§ **Exercise details**
Produce an exact transcription of the data, with the images left out.

──────── Dataset extract ────────

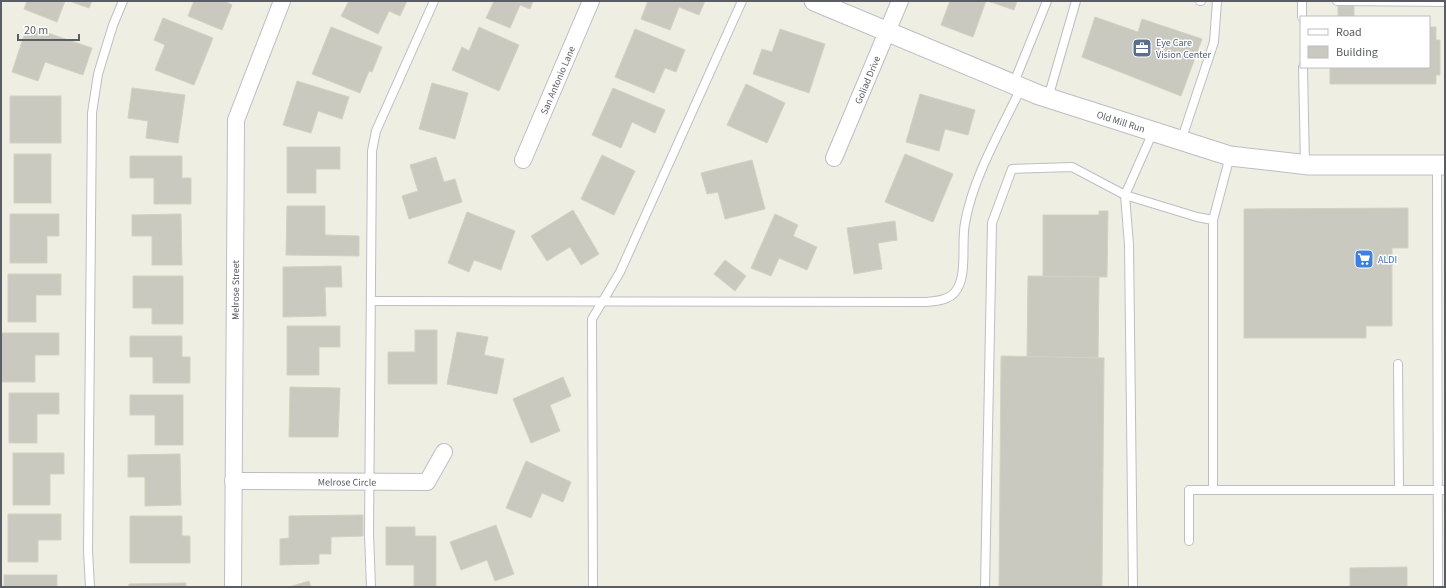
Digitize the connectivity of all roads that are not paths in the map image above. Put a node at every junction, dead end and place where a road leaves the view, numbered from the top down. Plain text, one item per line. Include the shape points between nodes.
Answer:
1 (124, 1) edge
2 (282, 1) edge
3 (434, 1) edge
4 (591, 1) edge
5 (742, 1) edge
6 (814, 1) edge
7 (900, 1) edge
8 (1047, 1) edge
9 (1076, 1) edge
10 (1217, 1) edge
11 (1302, 1) edge
12 (1337, 1) edge
13 (1373, 1) edge
14 (1429, 2) edge
15 (1445, 2) edge
16 (1302, 16) edge
17 (886, 32) junction
18 (1303, 68) edge
19 (1017, 86) junction
20 (1048, 98) junction
21 (1153, 132) junction
22 (1181, 141) junction
23 (1230, 156) junction
24 (834, 158) dead end
25 (523, 160) dead end
26 (1305, 165) junction
27 (1441, 165) edge
28 (1125, 195) junction
29 (1213, 220) junction
30 (371, 301) junction
31 (602, 301) junction
32 (1398, 364) dead end
33 (1441, 364) edge
34 (444, 452) dead end
35 (233, 481) junction
36 (370, 482) junction
37 (1213, 490) junction
38 (1399, 490) junction
39 (1441, 490) edge
40 (1189, 541) dead end
41 (90, 587) edge
42 (233, 587) edge
43 (371, 587) edge
44 (593, 587) edge
45 (985, 587) edge
46 (1133, 587) edge
47 (1438, 587) edge

1 - 41 lane via 113,25 98,74 92,113 88,551
2 - 35 street, Melrose Street via 236,120
3 - 30 lane via 376,131 372,151
4 - 25 street, San Antonio Lane
5 - 31 lane via 620,272
6 - 17 street, Old Mill Run
7 - 17 street, Goliad Drive
8 - 19 lane
9 - 20 lane
10 - 22 lane via 1214,42
11 - 16 lane
12 - 13 lane
13 - 14 lane
14 - 15 lane
17 - 19 street, Old Mill Run
17 - 24 street, Goliad Drive
18 - 26 lane
19 - 20 street, Old Mill Run
19 - 31 lane via 972,197 964,224 962,278 955,293 941,300 927,302
20 - 21 street, Old Mill Run
21 - 22 street, Old Mill Run
21 - 28 lane
22 - 23 street, Old Mill Run
23 - 26 street, Old Mill Run
23 - 29 lane
26 - 27 street, Old Mill Run
27 - 33 lane
28 - 29 lane
28 - 45 lane via 1072,167 1012,169 992,224
28 - 46 lane via 1129,245
29 - 37 lane
30 - 31 lane
30 - 36 lane
31 - 44 lane via 592,319
32 - 38 lane
33 - 39 lane
34 - 36 street, Melrose Circle via 427,482
35 - 36 street, Melrose Circle
35 - 42 street, Melrose Street
36 - 43 lane
37 - 38 lane
37 - 40 lane via 1189,490
38 - 39 lane
39 - 47 lane

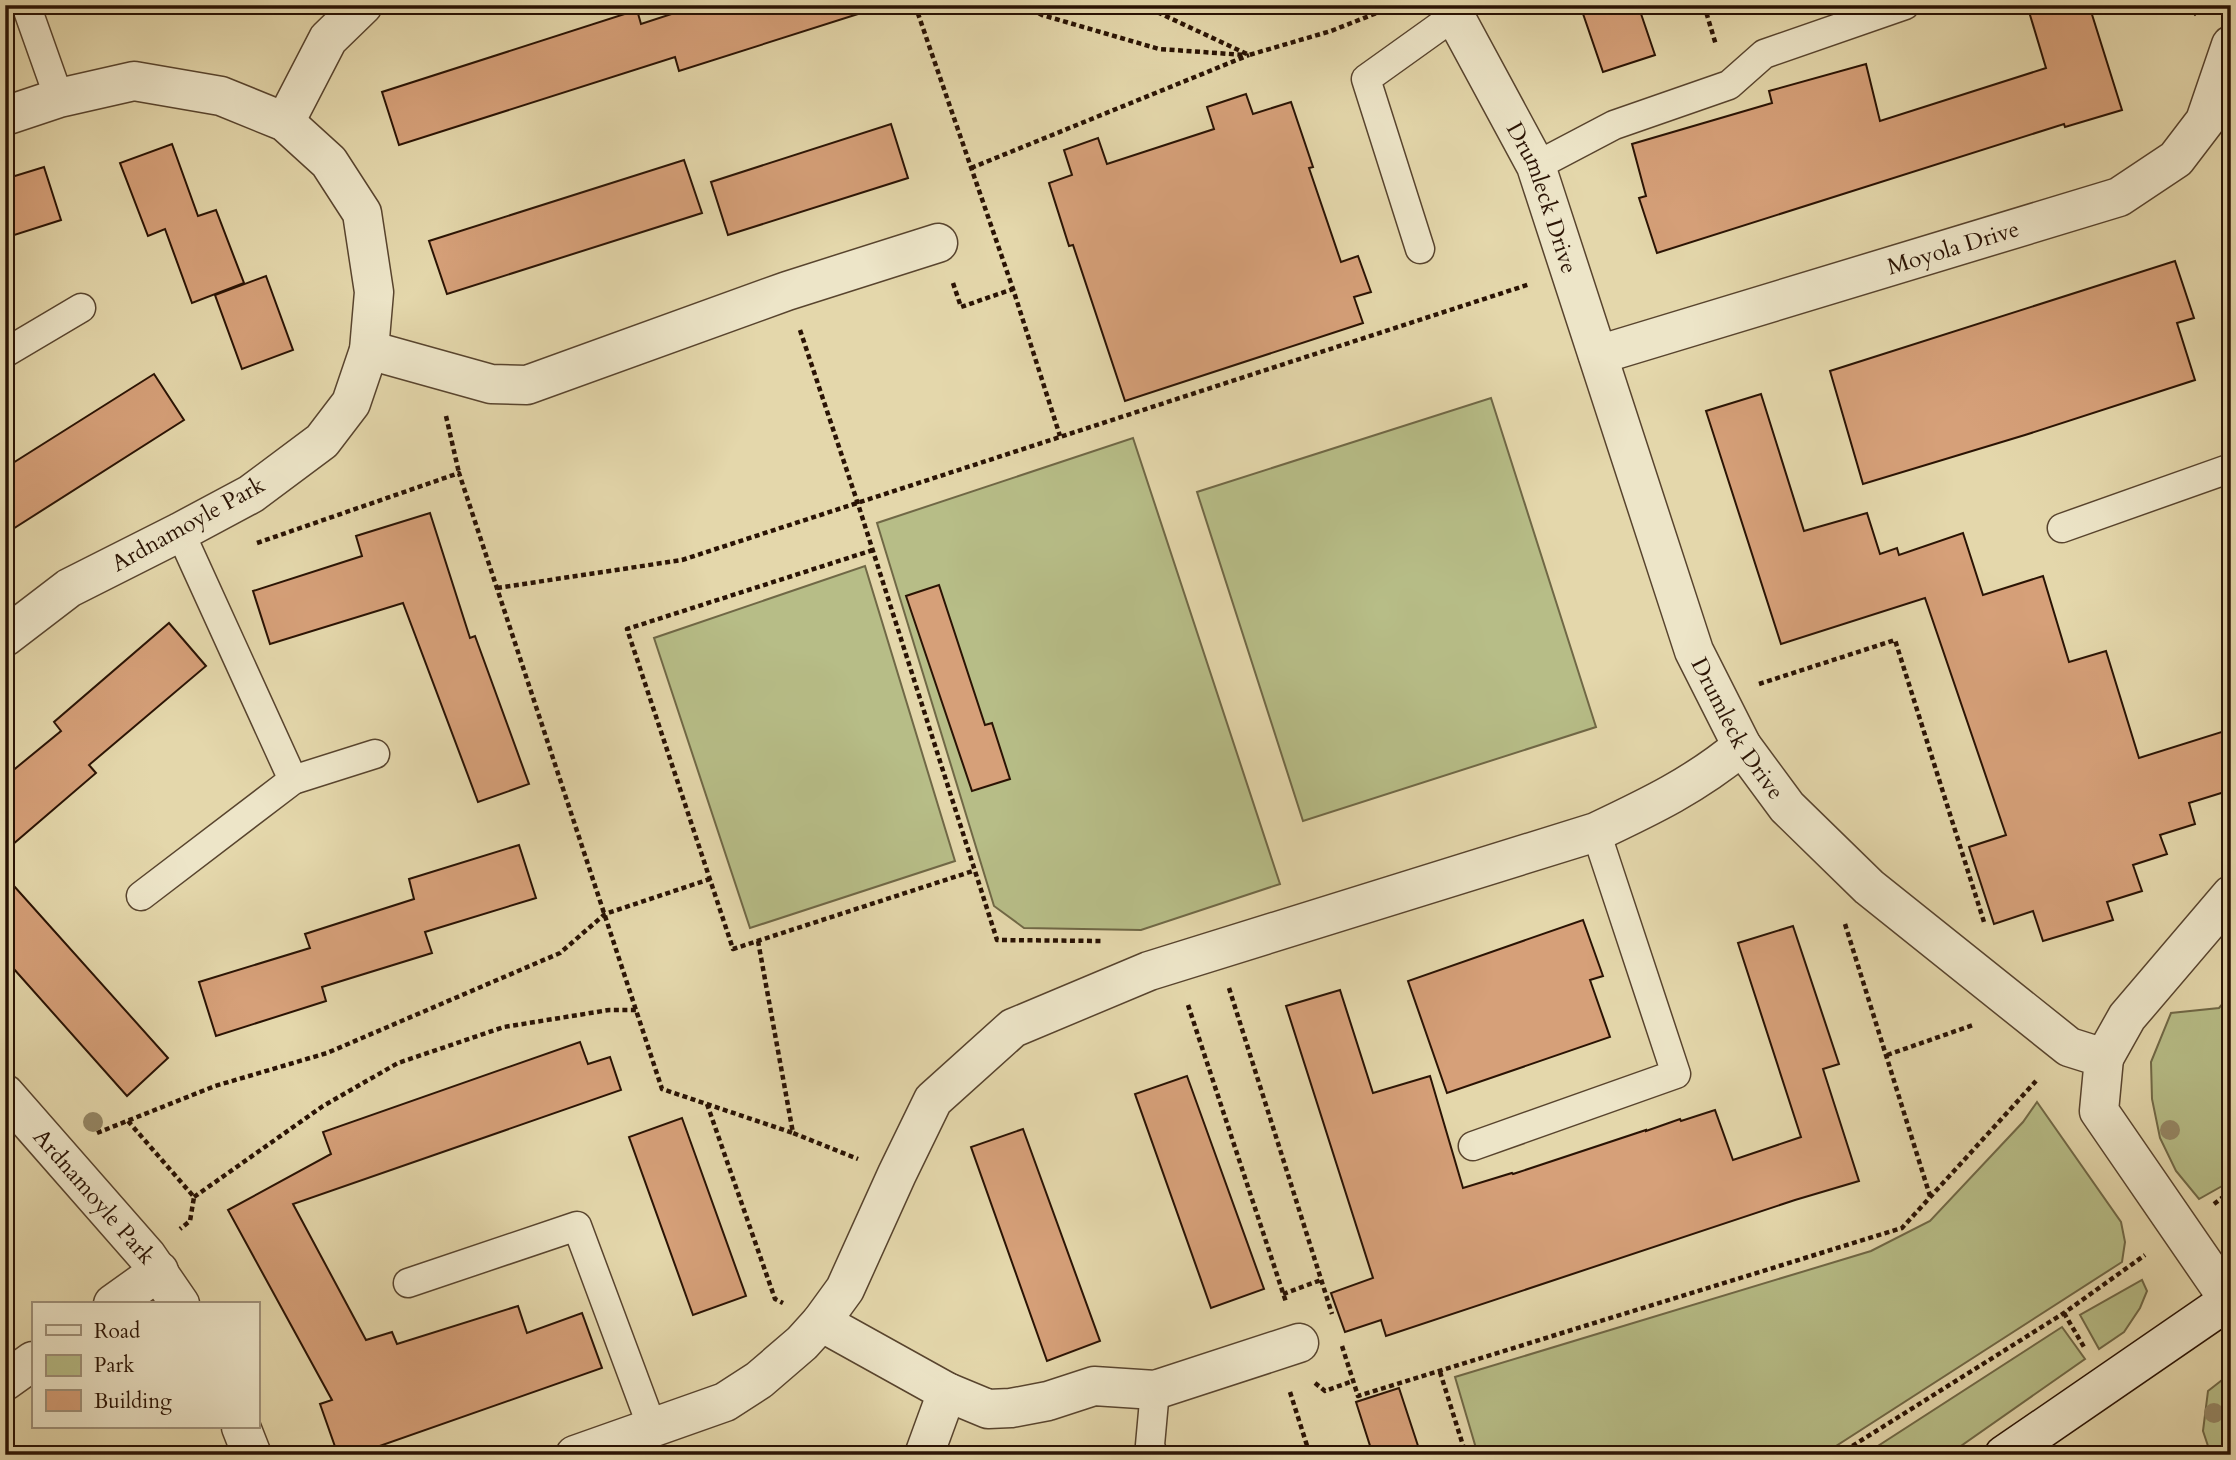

────────

§ **Result of the task**
Digitize the connectivity of all roads that are not paths in the map image above. Put a node at every junction, dead end and place where a road leaves the view, numbered from the top down. Plain text, one item per line. Include the shape points between nodes.
Answer:
1 (124, 1) edge
2 (282, 1) edge
3 (434, 1) edge
4 (591, 1) edge
5 (742, 1) edge
6 (814, 1) edge
7 (900, 1) edge
8 (1047, 1) edge
9 (1076, 1) edge
10 (1217, 1) edge
11 (1302, 1) edge
12 (1337, 1) edge
13 (1373, 1) edge
14 (1429, 2) edge
15 (1445, 2) edge
16 (1302, 16) edge
17 (886, 32) junction
18 (1303, 68) edge
19 (1017, 86) junction
20 (1048, 98) junction
21 (1153, 132) junction
22 (1181, 141) junction
23 (1230, 156) junction
24 (834, 158) dead end
25 (523, 160) dead end
26 (1305, 165) junction
27 (1441, 165) edge
28 (1125, 195) junction
29 (1213, 220) junction
30 (371, 301) junction
31 (602, 301) junction
32 (1398, 364) dead end
33 (1441, 364) edge
34 (444, 452) dead end
35 (233, 481) junction
36 (370, 482) junction
37 (1213, 490) junction
38 (1399, 490) junction
39 (1441, 490) edge
40 (1189, 541) dead end
41 (90, 587) edge
42 (233, 587) edge
43 (371, 587) edge
44 (593, 587) edge
45 (985, 587) edge
46 (1133, 587) edge
47 (1438, 587) edge

1 - 41 lane via 113,25 98,74 92,113 88,551
2 - 35 street, Melrose Street via 236,120
3 - 30 lane via 376,131 372,151
4 - 25 street, San Antonio Lane
5 - 31 lane via 620,272
6 - 17 street, Old Mill Run
7 - 17 street, Goliad Drive
8 - 19 lane
9 - 20 lane
10 - 22 lane via 1214,42
11 - 16 lane
12 - 13 lane
13 - 14 lane
14 - 15 lane
17 - 19 street, Old Mill Run
17 - 24 street, Goliad Drive
18 - 26 lane
19 - 20 street, Old Mill Run
19 - 31 lane via 972,197 964,224 962,278 955,293 941,300 927,302
20 - 21 street, Old Mill Run
21 - 22 street, Old Mill Run
21 - 28 lane
22 - 23 street, Old Mill Run
23 - 26 street, Old Mill Run
23 - 29 lane
26 - 27 street, Old Mill Run
27 - 33 lane
28 - 29 lane
28 - 45 lane via 1072,167 1012,169 992,224
28 - 46 lane via 1129,245
29 - 37 lane
30 - 31 lane
30 - 36 lane
31 - 44 lane via 592,319
32 - 38 lane
33 - 39 lane
34 - 36 street, Melrose Circle via 427,482
35 - 36 street, Melrose Circle
35 - 42 street, Melrose Street
36 - 43 lane
37 - 38 lane
37 - 40 lane via 1189,490
38 - 39 lane
39 - 47 lane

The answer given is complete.